I was in consultation just 3 days ago - I described the recommended procedure, complications, prognosis and costs. The owner then called his wife - "I've just been speaking with the nurse".
I'm taking the kids with me to 'Vets on Tour' in NZ (where I am a keynote speaker at the ski conference), so I've been hitting up FB Marketplace for kids ski gear, picking items up on my way home in my scrubs. I've been asked twice in the last one week if I enjoy being a nurse.
Now don't get me wrong - when I hear these words there is no offence taken. I secretly (or now not so secretly) take it as a compliment that I look like a nurse. This is probably because of my own subconscious bias, based on actual reality, that nurses are kind, caring people. I like that this is how I look.
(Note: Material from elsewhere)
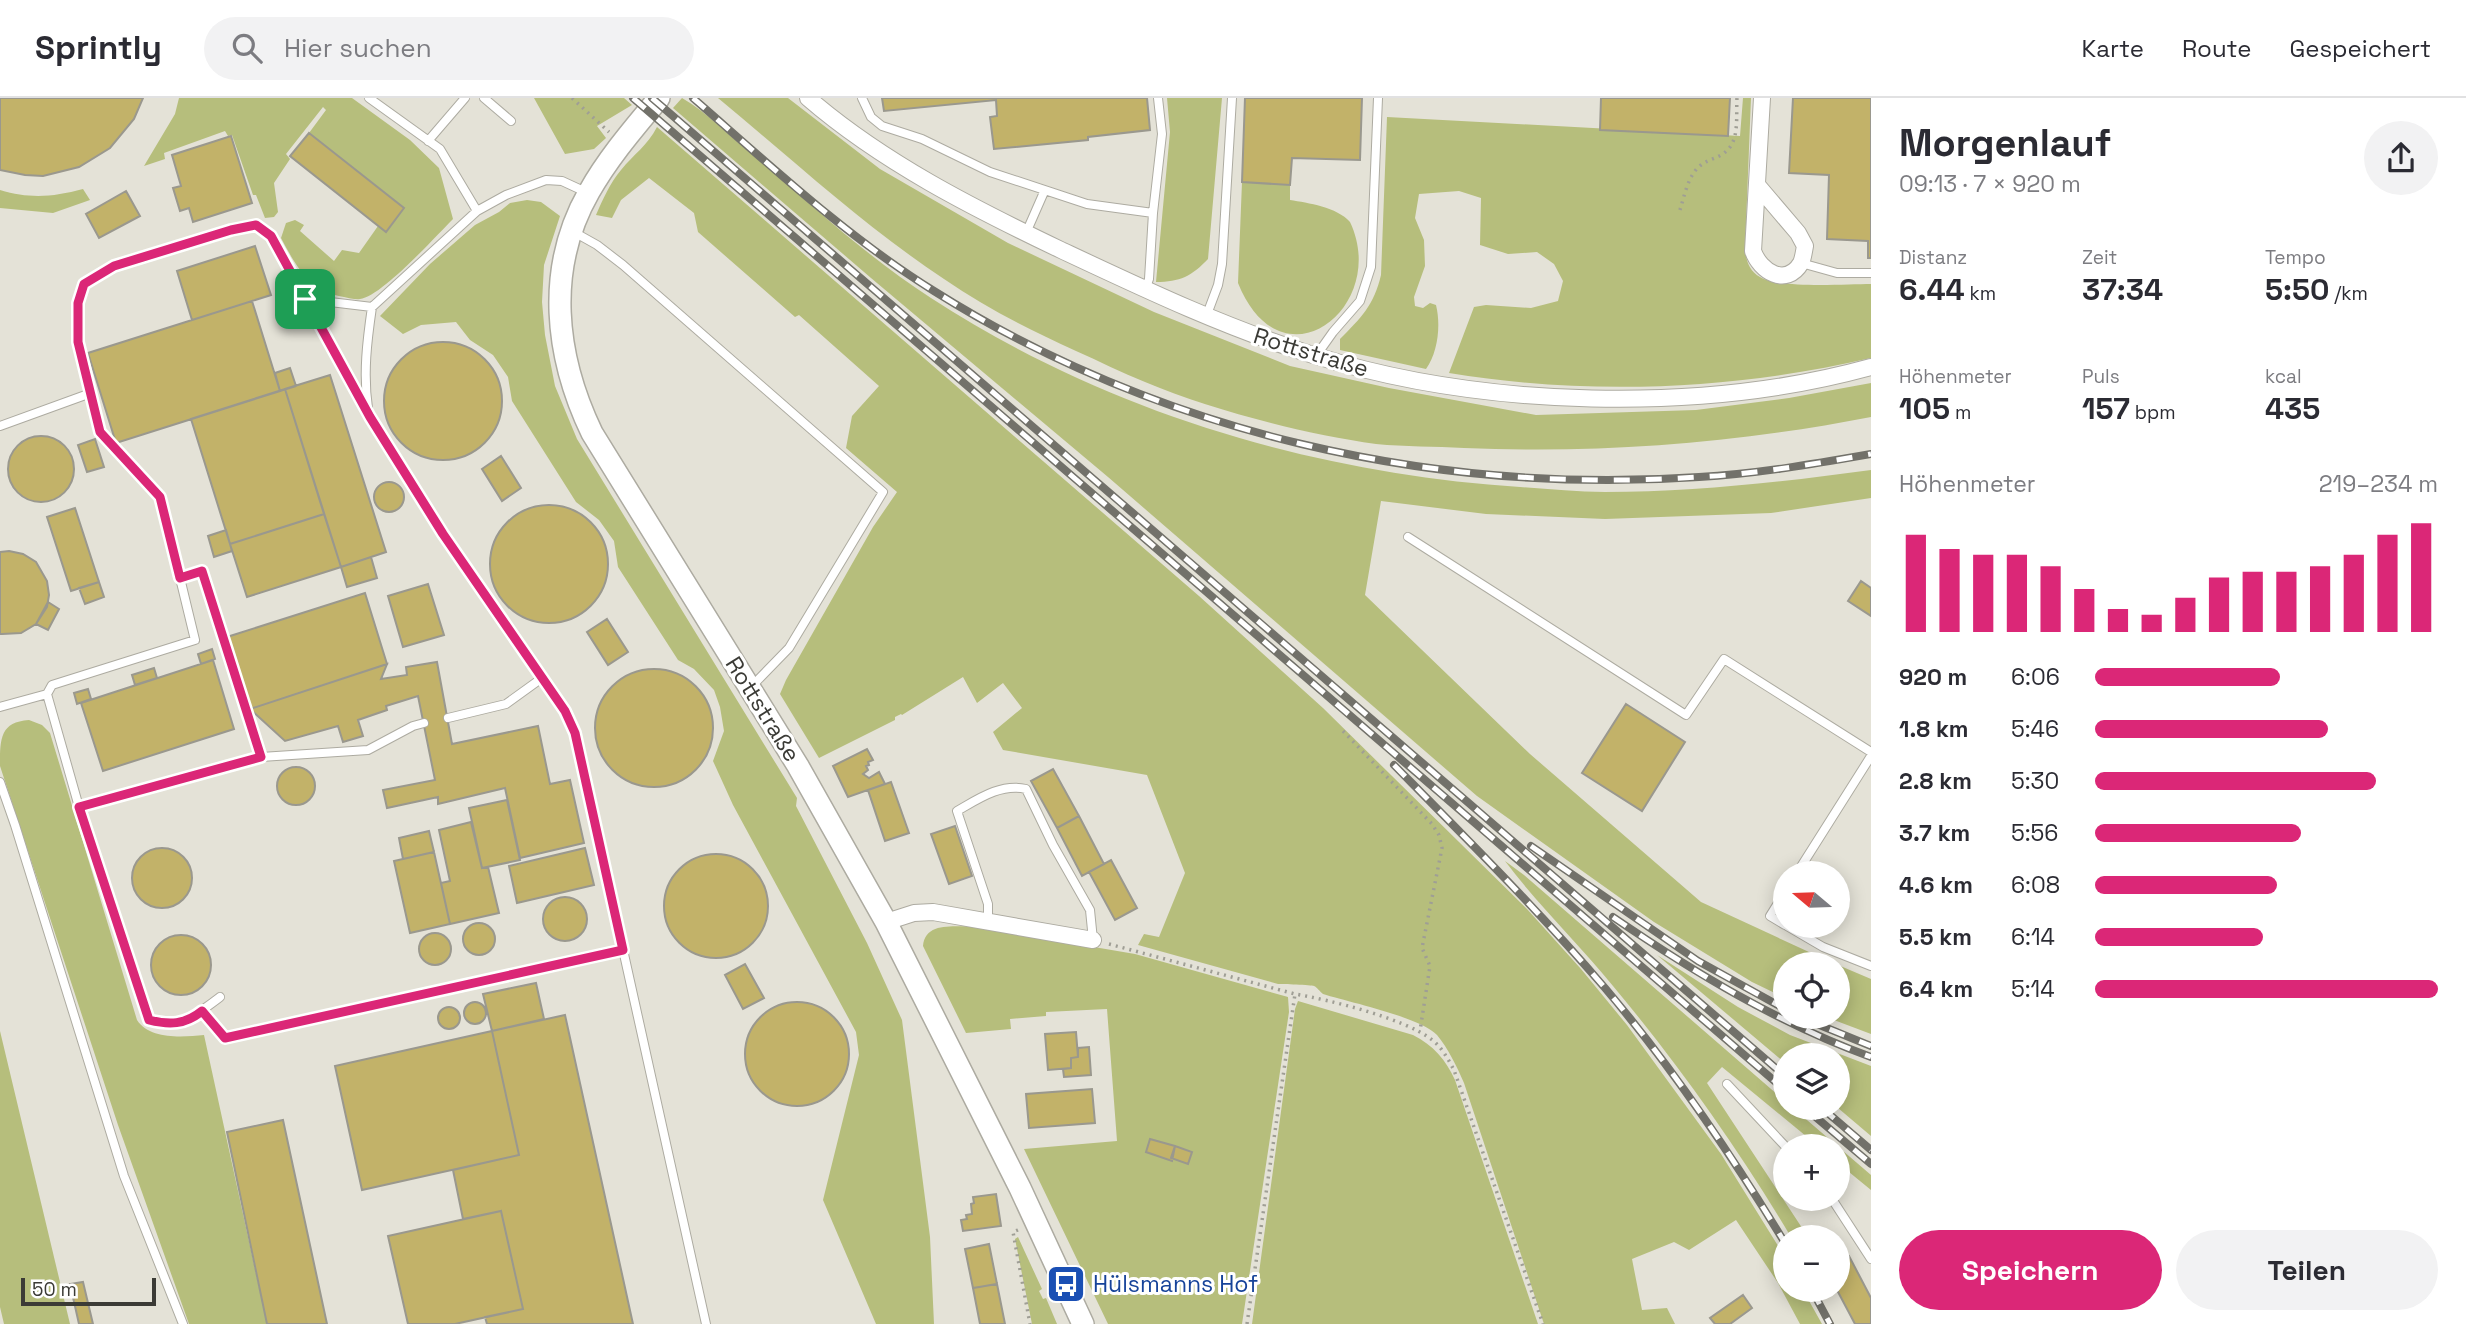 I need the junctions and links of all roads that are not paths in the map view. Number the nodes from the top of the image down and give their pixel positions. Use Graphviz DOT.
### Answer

But I'm not a nurse. I have loved and studied Surgery from the moment I graduated as a vet 20 years ago. I sat my Memberships in Small Animal Surgery 14 years ago then subsequently examined this subject (then became head examiner for this subject). I then gained a residency in Small Animal Surgery (at which point I was the only female resident/registrar or specialist surgeon of 10 surgeons in the group). I went through a vigorous training programme where I published my research in veterinary journals, presented it at international conferences, and submitted a 450 surgery case log to credential to sit Fellowship exams. I then studied surgery 13.5 hours a day for 3 months locked in a room away from my young family and passed my Specialist Surgical Examinations. I was the only person in my year to pass. All other candidates, that looked like surgeons, did not pass in my year. I am now the President of the Surgery Chapter and I am helping set up an incredible Brachycephalic Care Unit at my hospital that I am immensely proud of.
I love that I look like a nurse. But I also hope that one day, there will be so many female surgeons that look like I do, that I will arrive at someone's house in my scrubs on the way home, and they will say "Do you enjoy being a surgeon?"